◆ TASK BRIEF
The records below must be output exactly, without pictures.

◆ DATASET ENTRIES
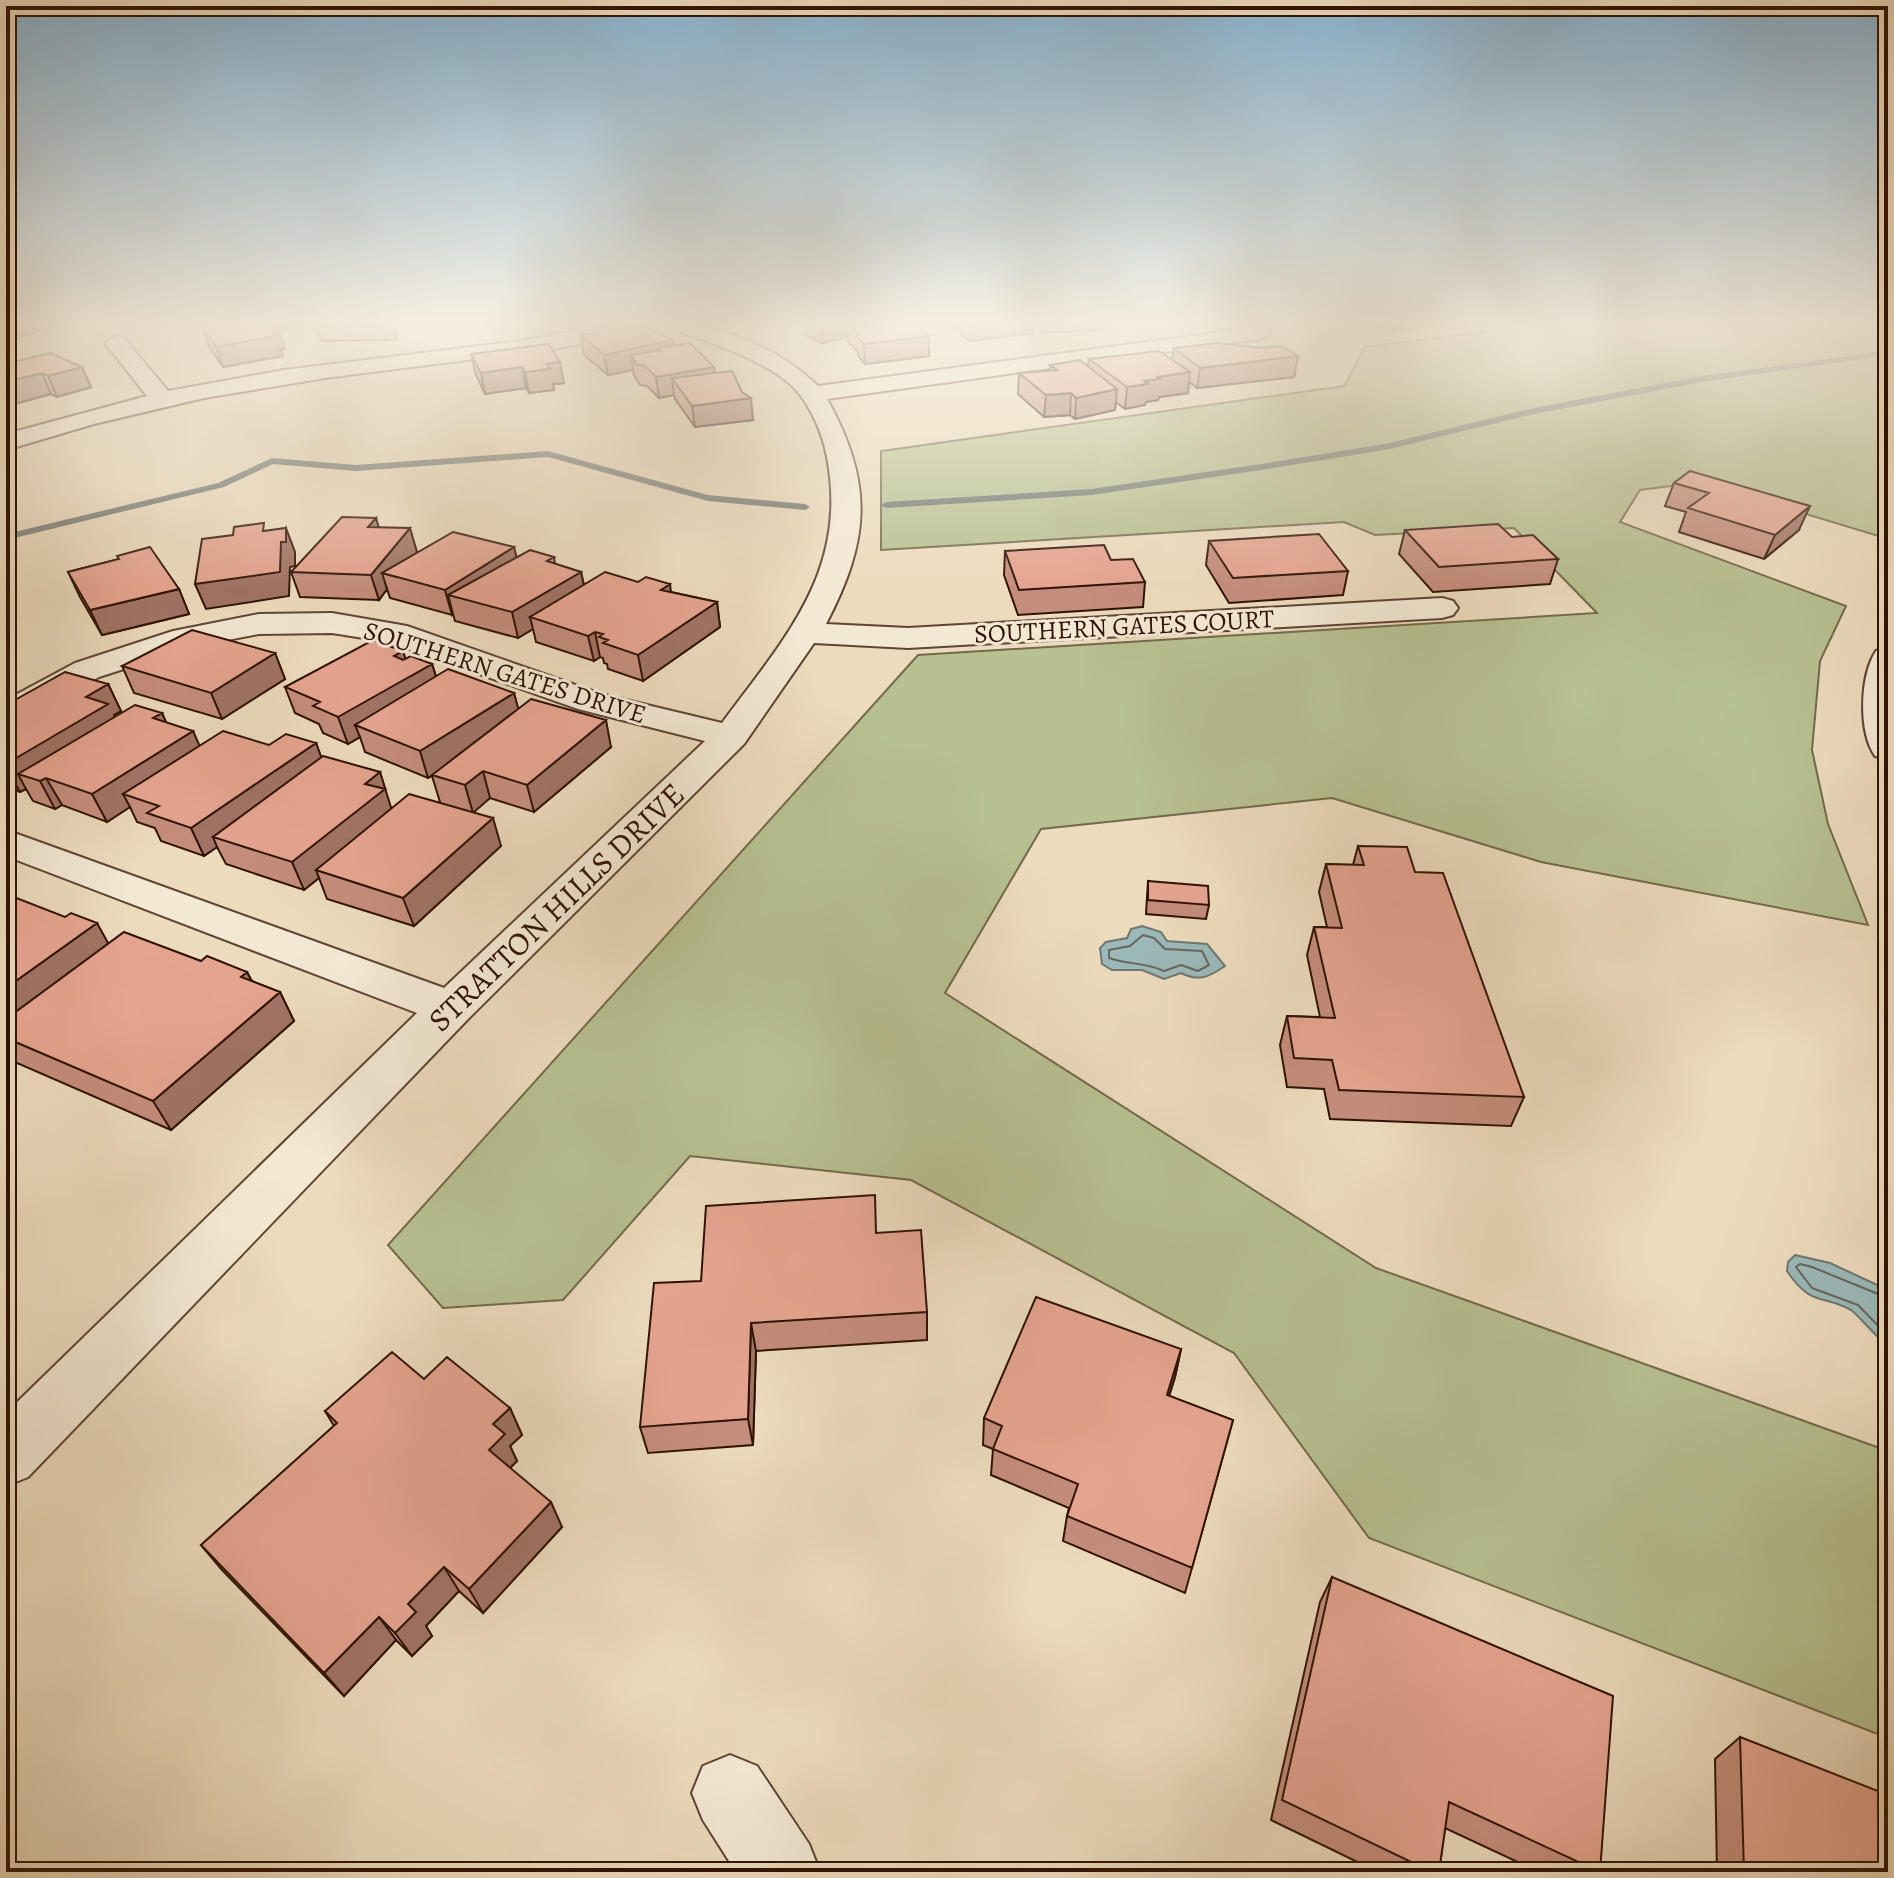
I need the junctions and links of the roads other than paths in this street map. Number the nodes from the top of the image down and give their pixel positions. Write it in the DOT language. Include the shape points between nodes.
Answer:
graph roads {
  1 [pos="109,413"];
  2 [pos="822,413"];
  3 [pos="6,442"];
  4 [pos="1442,608"];
  5 [pos="805,633"];
  6 [pos="1888,658"];
  7 [pos="6,714"];
  8 [pos="731,736"];
  9 [pos="1888,748"];
  10 [pos="6,842"];
  11 [pos="451,1008"];
  12 [pos="6,1456"];
  13 [pos="730,1793"];
  14 [pos="781,1872"];
  1 -- 3 [label="street"];
  2 -- 5 [label="street, STRATTON HILLS DRIVE" via="836,438 848,495 846,525 831,585"];
  4 -- 5 [label="street, SOUTHERN GATES COURT" via="908,638"];
  5 -- 8 [label="street, STRATTON HILLS DRIVE"];
  6 -- 9 [label="street" via="1882,724"];
  7 -- 8 [label="street, SOUTHERN GATES DRIVE" via="87,670 185,638 259,624 332,623 395,633 590,702"];
  8 -- 11 [label="street, STRATTON HILLS DRIVE"];
  10 -- 11 [label="street"];
  11 -- 12 [label="street, STRATTON HILLS DRIVE"];
  13 -- 14 [label="street"];
}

◆ WRITTEN SOLUTION
I need the junctions and links of the roads other than paths in this street map. Number the nodes from the top of the image down and give their pixel positions. Write it in the DOT language. Include the shape points between nodes.
Answer:
graph roads {
  1 [pos="109,413"];
  2 [pos="822,413"];
  3 [pos="6,442"];
  4 [pos="1442,608"];
  5 [pos="805,633"];
  6 [pos="1888,658"];
  7 [pos="6,714"];
  8 [pos="731,736"];
  9 [pos="1888,748"];
  10 [pos="6,842"];
  11 [pos="451,1008"];
  12 [pos="6,1456"];
  13 [pos="730,1793"];
  14 [pos="781,1872"];
  1 -- 3 [label="street"];
  2 -- 5 [label="street, STRATTON HILLS DRIVE" via="836,438 848,495 846,525 831,585"];
  4 -- 5 [label="street, SOUTHERN GATES COURT" via="908,638"];
  5 -- 8 [label="street, STRATTON HILLS DRIVE"];
  6 -- 9 [label="street" via="1882,724"];
  7 -- 8 [label="street, SOUTHERN GATES DRIVE" via="87,670 185,638 259,624 332,623 395,633 590,702"];
  8 -- 11 [label="street, STRATTON HILLS DRIVE"];
  10 -- 11 [label="street"];
  11 -- 12 [label="street, STRATTON HILLS DRIVE"];
  13 -- 14 [label="street"];
}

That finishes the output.